On appeal, both the board and department argue that the trial court erred in concluding that the board failed to make sufficient findings of fact, in granting plaintiffs’ motion for partial summary judgment, and in ordering a resurvey to be conducted by the department. The board further contends that its appeal was timely, and the department predicates additional error on the trial court’s refusal to hear the department’s motion for reconsideration.

I.

As z preliminary matter, we note that this court previously addressed the timeliness of the board’s appeal when we denied plaintiffs’ motion to dismiss. Accordingly, that ruling is the law of the case and further consideration of this issue would not be proper. See Verzuh v. Rouse, 660 P.2d 1301 (Colo.App.1982).

II.

Both the department and the board contend that the trial court erred in finding that the board failed to make sufficient findings of fact regarding its decision to uphold the director’s salary survey recommendations. We agree.
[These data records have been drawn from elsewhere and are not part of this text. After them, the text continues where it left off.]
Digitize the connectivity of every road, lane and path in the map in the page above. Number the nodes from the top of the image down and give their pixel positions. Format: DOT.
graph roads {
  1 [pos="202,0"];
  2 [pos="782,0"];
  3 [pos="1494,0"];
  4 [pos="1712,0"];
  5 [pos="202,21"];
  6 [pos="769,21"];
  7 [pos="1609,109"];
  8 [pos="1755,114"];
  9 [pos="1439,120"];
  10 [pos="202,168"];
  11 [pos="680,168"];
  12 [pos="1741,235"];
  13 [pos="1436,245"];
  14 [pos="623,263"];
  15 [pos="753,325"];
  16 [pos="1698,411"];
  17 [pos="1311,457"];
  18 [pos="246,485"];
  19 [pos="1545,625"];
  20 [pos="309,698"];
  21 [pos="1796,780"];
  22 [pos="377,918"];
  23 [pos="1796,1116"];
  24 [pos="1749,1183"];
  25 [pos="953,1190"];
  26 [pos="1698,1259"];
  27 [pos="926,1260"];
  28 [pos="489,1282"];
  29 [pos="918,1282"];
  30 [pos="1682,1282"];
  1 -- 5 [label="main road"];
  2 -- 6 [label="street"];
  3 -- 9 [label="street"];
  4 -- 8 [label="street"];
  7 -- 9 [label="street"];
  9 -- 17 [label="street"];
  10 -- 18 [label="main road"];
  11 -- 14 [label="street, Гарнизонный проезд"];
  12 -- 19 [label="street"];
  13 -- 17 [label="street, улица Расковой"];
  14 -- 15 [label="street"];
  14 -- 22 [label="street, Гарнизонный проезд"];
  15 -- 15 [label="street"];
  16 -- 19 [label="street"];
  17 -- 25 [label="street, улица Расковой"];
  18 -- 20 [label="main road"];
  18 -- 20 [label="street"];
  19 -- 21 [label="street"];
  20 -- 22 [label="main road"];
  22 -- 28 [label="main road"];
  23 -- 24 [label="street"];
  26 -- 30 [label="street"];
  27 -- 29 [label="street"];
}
Section 24-50-104(5)(c)(II), C.R.S., provides:

“Any person directly affected by the state personnel director’s actions ... may petition the board for review.... If the board decides to review the state personnel director’s action, it shall do so in summary fashion, without referring it to a hearing officer, and on the basis of written material which may be supplemented by oral argument, at the discretion of the board. The state personnel director’s action may be overturned only if the board finds it to have been arbitrary, capricious, unreasonable, or contrary to rule or law. Following review of the state personnel director’s action taken under this paragraph ..., the board may exclude any data it finds invalid and may order resurveys as necessary.” (emphasis supplied)

The trial court found, however, that since the board did not make findings to indicate why the director’s actions were upheld or why the plaintiffs’ objections were overruled, the court could not conduct an adequate review of the administrative action pursuant to § 24-4-106(7), C.R.S.

We do not interpret § 24-50-104(5)(c)(II), C.R.S., as requiring the board to make specific and detailed findings of fact on each of the plaintiffs’ complaints to withstand judicial scrutiny on review. Rather, the statute clearly provides for review in a “summary fashion,” and states that the director’s action may be overturned only if the board determines that it was “arbitrary, capricious, unreasonable, or contrary to rule or law.”

There is a presumption of regularity and validity which attaches to proceedings conducted by administrative agencies, and, absent evidence to the contrary, it is presumed that such agencies have properly discharged their official duties.

*1038 Hadley v. Moffat County School District RE-1, 681 P.2d 938 (Colo.1984). The director’s salary decisions are also vested with a presumption of validity. Bernstein v. Livingston, 633 P.2d 519 (Colo.App. 1981).

Here, the board in its supplemental decision, stated that it had again studied the salary survey recommendations issued by the director, that it had reviewed the exceptions of the employees and the plaintiffs’ class series, and that it had taken into consideration the responses of the director to those exceptions. The board further found that the director’s findings supported the salary survey results and that those findings were supported by substantial evidence. Hence, the board concluded that the survey was not arbitrary, capricious, unreasonable, or contrary to rule or law.

Section 24-4-106(7), C.R.S., governs judicial review of agency actions. In making its determination, the court is to consider the record as a whole.